● **WORK ORDER**:
If a line in the data holds "Toddville", copy that line out in full.

╔══

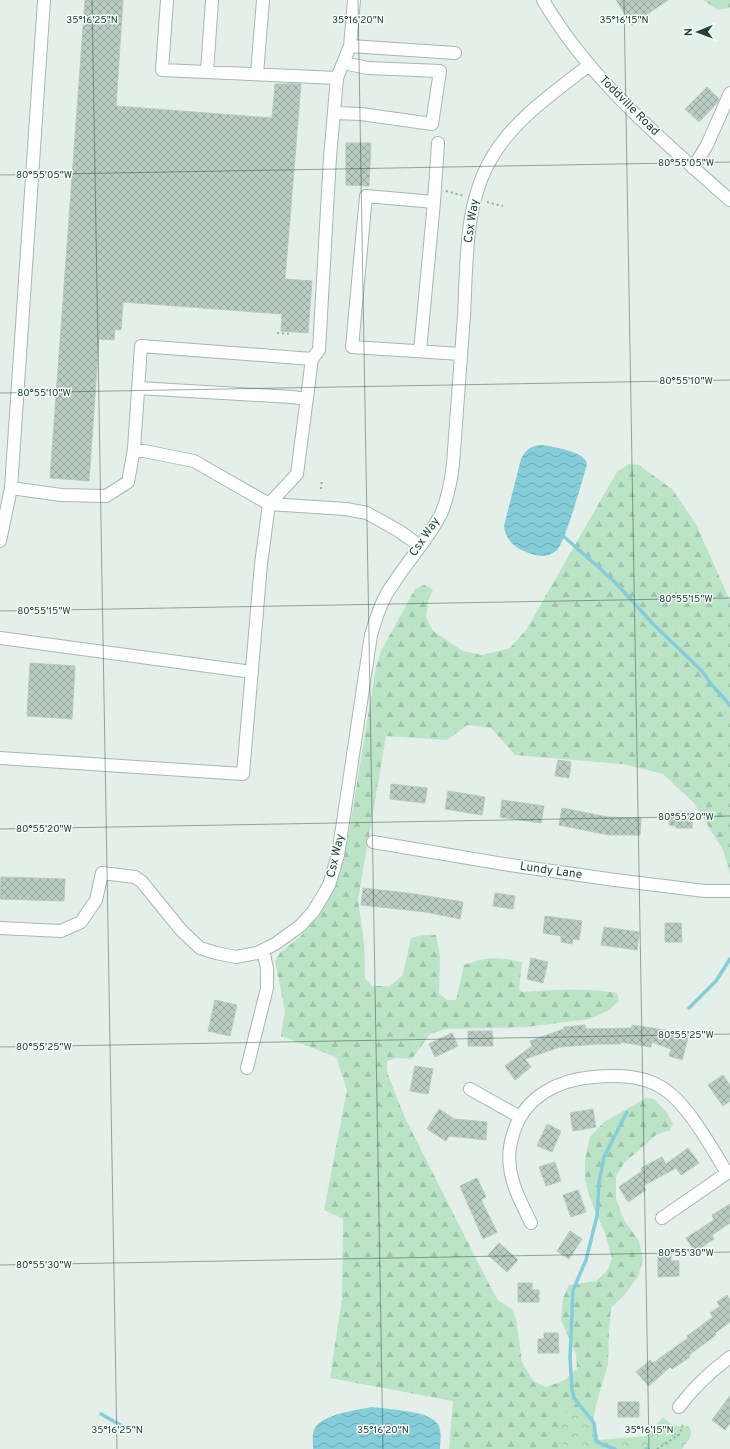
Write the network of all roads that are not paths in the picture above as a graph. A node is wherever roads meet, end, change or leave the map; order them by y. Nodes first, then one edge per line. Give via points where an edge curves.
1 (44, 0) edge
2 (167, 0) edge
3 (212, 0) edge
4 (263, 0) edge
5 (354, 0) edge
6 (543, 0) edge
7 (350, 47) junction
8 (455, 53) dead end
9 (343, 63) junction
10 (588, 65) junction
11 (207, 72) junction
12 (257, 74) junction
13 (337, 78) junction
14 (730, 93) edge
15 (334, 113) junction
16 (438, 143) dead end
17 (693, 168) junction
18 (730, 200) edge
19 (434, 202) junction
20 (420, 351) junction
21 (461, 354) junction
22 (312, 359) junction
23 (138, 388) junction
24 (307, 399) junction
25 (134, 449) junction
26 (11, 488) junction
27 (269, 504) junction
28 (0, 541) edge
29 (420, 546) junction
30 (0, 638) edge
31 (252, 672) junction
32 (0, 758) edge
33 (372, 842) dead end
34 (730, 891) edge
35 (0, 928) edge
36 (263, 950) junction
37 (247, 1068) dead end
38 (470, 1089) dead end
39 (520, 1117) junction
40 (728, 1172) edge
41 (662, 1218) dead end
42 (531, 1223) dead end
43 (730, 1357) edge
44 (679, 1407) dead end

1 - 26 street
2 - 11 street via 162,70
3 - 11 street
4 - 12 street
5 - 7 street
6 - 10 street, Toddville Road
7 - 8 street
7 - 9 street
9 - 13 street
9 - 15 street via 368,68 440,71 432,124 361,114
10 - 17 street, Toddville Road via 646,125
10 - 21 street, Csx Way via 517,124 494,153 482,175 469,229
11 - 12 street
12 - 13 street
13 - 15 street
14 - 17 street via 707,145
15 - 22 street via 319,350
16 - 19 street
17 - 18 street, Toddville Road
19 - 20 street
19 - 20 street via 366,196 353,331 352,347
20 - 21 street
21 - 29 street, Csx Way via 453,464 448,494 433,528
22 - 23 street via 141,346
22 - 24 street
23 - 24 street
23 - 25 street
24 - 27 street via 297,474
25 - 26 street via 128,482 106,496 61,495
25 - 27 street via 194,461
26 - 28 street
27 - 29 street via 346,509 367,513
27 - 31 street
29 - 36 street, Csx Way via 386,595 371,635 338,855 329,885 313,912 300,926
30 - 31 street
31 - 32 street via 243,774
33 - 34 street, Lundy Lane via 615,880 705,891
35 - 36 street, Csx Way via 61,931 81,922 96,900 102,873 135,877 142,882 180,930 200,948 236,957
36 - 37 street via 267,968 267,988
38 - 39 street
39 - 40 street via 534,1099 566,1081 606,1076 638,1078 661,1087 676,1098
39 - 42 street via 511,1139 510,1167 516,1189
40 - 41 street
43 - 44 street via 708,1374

╚══

● **ANSWER BELOW**:
6 - 10 street, Toddville Road
10 - 17 street, Toddville Road via 646,125
17 - 18 street, Toddville Road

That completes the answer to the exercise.